Supplied data Start Marker
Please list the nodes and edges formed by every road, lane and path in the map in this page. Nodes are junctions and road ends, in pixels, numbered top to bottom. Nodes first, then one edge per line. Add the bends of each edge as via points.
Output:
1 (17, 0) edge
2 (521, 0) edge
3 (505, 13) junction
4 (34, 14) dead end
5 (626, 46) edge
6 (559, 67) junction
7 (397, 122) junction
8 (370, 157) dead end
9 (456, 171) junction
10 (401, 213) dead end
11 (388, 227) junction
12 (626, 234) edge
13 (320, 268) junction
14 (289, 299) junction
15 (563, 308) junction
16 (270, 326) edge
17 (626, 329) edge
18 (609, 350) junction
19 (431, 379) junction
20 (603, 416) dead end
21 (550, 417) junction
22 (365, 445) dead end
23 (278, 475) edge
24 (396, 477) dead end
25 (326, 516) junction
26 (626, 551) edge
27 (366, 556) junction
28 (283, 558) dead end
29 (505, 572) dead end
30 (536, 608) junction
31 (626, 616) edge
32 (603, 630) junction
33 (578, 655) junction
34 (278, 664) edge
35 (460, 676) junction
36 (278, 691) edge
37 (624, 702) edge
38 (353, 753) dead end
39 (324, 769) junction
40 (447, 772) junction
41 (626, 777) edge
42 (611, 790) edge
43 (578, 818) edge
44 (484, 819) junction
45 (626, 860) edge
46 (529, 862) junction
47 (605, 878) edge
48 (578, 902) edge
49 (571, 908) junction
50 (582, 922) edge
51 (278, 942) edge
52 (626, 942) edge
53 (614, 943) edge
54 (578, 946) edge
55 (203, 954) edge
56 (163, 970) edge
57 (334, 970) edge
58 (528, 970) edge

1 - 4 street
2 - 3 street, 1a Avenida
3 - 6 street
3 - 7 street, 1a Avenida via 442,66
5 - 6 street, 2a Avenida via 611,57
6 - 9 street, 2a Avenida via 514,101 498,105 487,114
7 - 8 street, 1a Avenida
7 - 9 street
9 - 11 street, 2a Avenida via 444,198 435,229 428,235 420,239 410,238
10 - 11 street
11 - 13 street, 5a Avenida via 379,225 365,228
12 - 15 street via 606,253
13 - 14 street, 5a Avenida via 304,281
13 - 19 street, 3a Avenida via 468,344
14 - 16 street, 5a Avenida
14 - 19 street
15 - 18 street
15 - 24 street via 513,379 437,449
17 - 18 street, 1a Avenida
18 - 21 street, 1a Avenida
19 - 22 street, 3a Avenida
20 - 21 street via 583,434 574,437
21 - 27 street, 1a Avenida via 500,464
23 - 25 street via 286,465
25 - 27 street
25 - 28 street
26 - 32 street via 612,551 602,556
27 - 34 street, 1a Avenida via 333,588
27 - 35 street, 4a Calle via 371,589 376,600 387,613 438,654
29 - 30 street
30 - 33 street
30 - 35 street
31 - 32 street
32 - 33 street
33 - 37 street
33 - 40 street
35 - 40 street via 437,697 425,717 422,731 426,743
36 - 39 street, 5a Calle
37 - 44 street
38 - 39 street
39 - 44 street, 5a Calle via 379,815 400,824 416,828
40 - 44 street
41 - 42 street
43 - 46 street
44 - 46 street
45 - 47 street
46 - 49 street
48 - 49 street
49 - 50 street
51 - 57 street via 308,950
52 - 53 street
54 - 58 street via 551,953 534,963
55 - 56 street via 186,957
Supplied data End Marker
## The task
Reproduce every record, making sure each one stays exactly the same.

## Expected output
Please list the nodes and edges formed by every road, lane and path in the map in this page. Nodes are junctions and road ends, in pixels, numbered top to bottom. Nodes first, then one edge per line. Add the bends of each edge as via points.
Output:
1 (17, 0) edge
2 (521, 0) edge
3 (505, 13) junction
4 (34, 14) dead end
5 (626, 46) edge
6 (559, 67) junction
7 (397, 122) junction
8 (370, 157) dead end
9 (456, 171) junction
10 (401, 213) dead end
11 (388, 227) junction
12 (626, 234) edge
13 (320, 268) junction
14 (289, 299) junction
15 (563, 308) junction
16 (270, 326) edge
17 (626, 329) edge
18 (609, 350) junction
19 (431, 379) junction
20 (603, 416) dead end
21 (550, 417) junction
22 (365, 445) dead end
23 (278, 475) edge
24 (396, 477) dead end
25 (326, 516) junction
26 (626, 551) edge
27 (366, 556) junction
28 (283, 558) dead end
29 (505, 572) dead end
30 (536, 608) junction
31 (626, 616) edge
32 (603, 630) junction
33 (578, 655) junction
34 (278, 664) edge
35 (460, 676) junction
36 (278, 691) edge
37 (624, 702) edge
38 (353, 753) dead end
39 (324, 769) junction
40 (447, 772) junction
41 (626, 777) edge
42 (611, 790) edge
43 (578, 818) edge
44 (484, 819) junction
45 (626, 860) edge
46 (529, 862) junction
47 (605, 878) edge
48 (578, 902) edge
49 (571, 908) junction
50 (582, 922) edge
51 (278, 942) edge
52 (626, 942) edge
53 (614, 943) edge
54 (578, 946) edge
55 (203, 954) edge
56 (163, 970) edge
57 (334, 970) edge
58 (528, 970) edge

1 - 4 street
2 - 3 street, 1a Avenida
3 - 6 street
3 - 7 street, 1a Avenida via 442,66
5 - 6 street, 2a Avenida via 611,57
6 - 9 street, 2a Avenida via 514,101 498,105 487,114
7 - 8 street, 1a Avenida
7 - 9 street
9 - 11 street, 2a Avenida via 444,198 435,229 428,235 420,239 410,238
10 - 11 street
11 - 13 street, 5a Avenida via 379,225 365,228
12 - 15 street via 606,253
13 - 14 street, 5a Avenida via 304,281
13 - 19 street, 3a Avenida via 468,344
14 - 16 street, 5a Avenida
14 - 19 street
15 - 18 street
15 - 24 street via 513,379 437,449
17 - 18 street, 1a Avenida
18 - 21 street, 1a Avenida
19 - 22 street, 3a Avenida
20 - 21 street via 583,434 574,437
21 - 27 street, 1a Avenida via 500,464
23 - 25 street via 286,465
25 - 27 street
25 - 28 street
26 - 32 street via 612,551 602,556
27 - 34 street, 1a Avenida via 333,588
27 - 35 street, 4a Calle via 371,589 376,600 387,613 438,654
29 - 30 street
30 - 33 street
30 - 35 street
31 - 32 street
32 - 33 street
33 - 37 street
33 - 40 street
35 - 40 street via 437,697 425,717 422,731 426,743
36 - 39 street, 5a Calle
37 - 44 street
38 - 39 street
39 - 44 street, 5a Calle via 379,815 400,824 416,828
40 - 44 street
41 - 42 street
43 - 46 street
44 - 46 street
45 - 47 street
46 - 49 street
48 - 49 street
49 - 50 street
51 - 57 street via 308,950
52 - 53 street
54 - 58 street via 551,953 534,963
55 - 56 street via 186,957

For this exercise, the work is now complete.